Matthew Philpotts is Professor of German Cultural History and Head of Modern Languages and Cultures at the University of Liverpool. One of his principal research interests is the active agency of periodical publications, especially literary and intellectual journals, in the construction and circulation of ideas and in processes of cultural change. Having completed a periodisation project on the mid-twentieth-century (The Modern Restoration: Re-Thinking German Literary History, 2004) he co-authored with Stephen Parker the first book-length study of the legendary East German journal Sinn und Form (Anatomy of a Literary Journal, 2009). Working comparatively and adopting a sociological approach to cultural and intellectual history, he has continued to work in recent years to conceptualise the emerging field of periodical studies, editing a special ‘Theory’ issue of the Victorian Periodical Review (2015). He is a member of the core group of the European Society for Periodical Research (ESPRit) and an editor of the Journal for European Periodical Research (JEPS). He is currently completing a monograph exploring the distinctive role played by editors of intellectual magazines in twentieth-century Europe.

Myriam Salama-carr

Myriam Salama-carr

Myriam Salama-Carr is Honorary Research Fellow at the Centre for Translation and Intercultural Studies, SALC. Her research focuses on the history of translation, with particular focus on the translation of science and the transmission of knowledge. She is the author of La Traduction à l’époque abasside (Didier Erudition 1990) and the editor of Translating and Interpreting Conflict (Rodopi 2007) and of a special issue of Social Semiotics on Translation and Conflict (2007). She has co-edited a special issue of Forum (2009) on Ideology and Cross-Cultural Encounters, and of The Translator (2011) on Translating Science. She is investigator in a QNRF-funded project on the construction of an anthology of the Arabic Discourse on Translation (2015-2018) and co-editor of a Handbook on Languages at War (Palgrave series on Languages at War) to be published in 2018. She is the Director of the National Network for Translationand Chair of the Training Committee on IATIS.
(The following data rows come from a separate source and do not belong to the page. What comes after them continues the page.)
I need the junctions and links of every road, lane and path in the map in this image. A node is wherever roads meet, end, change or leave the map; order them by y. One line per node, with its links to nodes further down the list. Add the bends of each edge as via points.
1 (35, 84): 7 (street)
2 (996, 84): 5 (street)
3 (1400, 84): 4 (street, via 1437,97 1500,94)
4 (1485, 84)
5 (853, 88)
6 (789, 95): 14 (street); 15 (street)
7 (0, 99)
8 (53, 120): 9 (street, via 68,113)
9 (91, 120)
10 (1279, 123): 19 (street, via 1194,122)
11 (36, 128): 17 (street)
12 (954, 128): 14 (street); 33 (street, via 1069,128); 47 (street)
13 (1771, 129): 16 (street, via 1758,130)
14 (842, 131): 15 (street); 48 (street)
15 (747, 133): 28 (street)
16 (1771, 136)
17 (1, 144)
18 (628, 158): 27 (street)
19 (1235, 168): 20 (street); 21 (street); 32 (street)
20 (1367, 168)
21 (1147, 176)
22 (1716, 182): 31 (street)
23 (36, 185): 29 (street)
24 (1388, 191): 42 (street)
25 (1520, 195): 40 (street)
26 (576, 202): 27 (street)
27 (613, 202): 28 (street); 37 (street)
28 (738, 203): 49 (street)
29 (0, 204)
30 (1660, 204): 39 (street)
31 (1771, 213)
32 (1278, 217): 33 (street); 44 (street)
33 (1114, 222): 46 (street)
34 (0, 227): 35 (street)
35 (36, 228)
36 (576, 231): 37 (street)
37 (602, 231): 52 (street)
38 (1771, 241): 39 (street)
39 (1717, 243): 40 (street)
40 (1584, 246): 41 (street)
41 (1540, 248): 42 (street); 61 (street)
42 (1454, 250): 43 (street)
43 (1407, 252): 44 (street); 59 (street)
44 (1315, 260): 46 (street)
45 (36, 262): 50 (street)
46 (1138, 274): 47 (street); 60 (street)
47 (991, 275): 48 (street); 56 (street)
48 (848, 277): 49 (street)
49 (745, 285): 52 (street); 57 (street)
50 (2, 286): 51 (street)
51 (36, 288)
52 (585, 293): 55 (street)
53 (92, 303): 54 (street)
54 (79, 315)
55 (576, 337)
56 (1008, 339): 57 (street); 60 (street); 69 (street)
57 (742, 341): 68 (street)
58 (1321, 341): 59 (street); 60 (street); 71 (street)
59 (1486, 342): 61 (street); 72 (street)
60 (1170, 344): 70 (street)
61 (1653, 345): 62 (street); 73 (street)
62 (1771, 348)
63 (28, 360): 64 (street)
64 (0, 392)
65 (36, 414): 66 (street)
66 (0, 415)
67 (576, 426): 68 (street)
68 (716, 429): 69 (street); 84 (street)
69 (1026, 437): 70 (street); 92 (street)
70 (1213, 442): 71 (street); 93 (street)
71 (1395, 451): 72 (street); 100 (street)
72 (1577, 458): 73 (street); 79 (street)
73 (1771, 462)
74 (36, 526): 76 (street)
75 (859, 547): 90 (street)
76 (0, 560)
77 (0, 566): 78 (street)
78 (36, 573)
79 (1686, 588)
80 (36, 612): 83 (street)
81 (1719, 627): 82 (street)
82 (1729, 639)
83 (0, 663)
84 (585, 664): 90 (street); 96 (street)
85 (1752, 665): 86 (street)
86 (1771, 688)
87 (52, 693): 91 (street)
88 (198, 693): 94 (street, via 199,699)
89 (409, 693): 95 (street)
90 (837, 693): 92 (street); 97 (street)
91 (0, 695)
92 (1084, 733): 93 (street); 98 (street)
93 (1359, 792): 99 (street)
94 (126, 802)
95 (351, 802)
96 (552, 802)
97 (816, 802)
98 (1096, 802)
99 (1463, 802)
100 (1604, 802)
Former Co-Investigator (April 2016-September 2017)

Peter Pormann

Peter Pormann

After studying Classics, French, and Islamic Studies in Paris (Sorbonne), Hamburg, and Tübingen, I took an MA in Islamic Studies at the University of Leiden, and an M.Phil. and D.Phil in Classics at the University of Oxford (Corpus Christi College). As an undergraduate, my prime motivation in choosing Classics was to understand ‘our’ Western culture, for surely its two main roots were Graeco-Roman Antiquity and the Judaeo-Christian tradition. Little did I know that a third ‘root’, Islamic culture, is intrinsically linked to our own tradition, a fact conveniently forgotten by ideologues of different persuasions. My teaching and research therefore tries to rectify this misconception by investigating the many contacts between Muslims, Jews, and Christians writing in Greek, Latin, Hebrew, and Arabic, be it in the tenth or the twentieth century.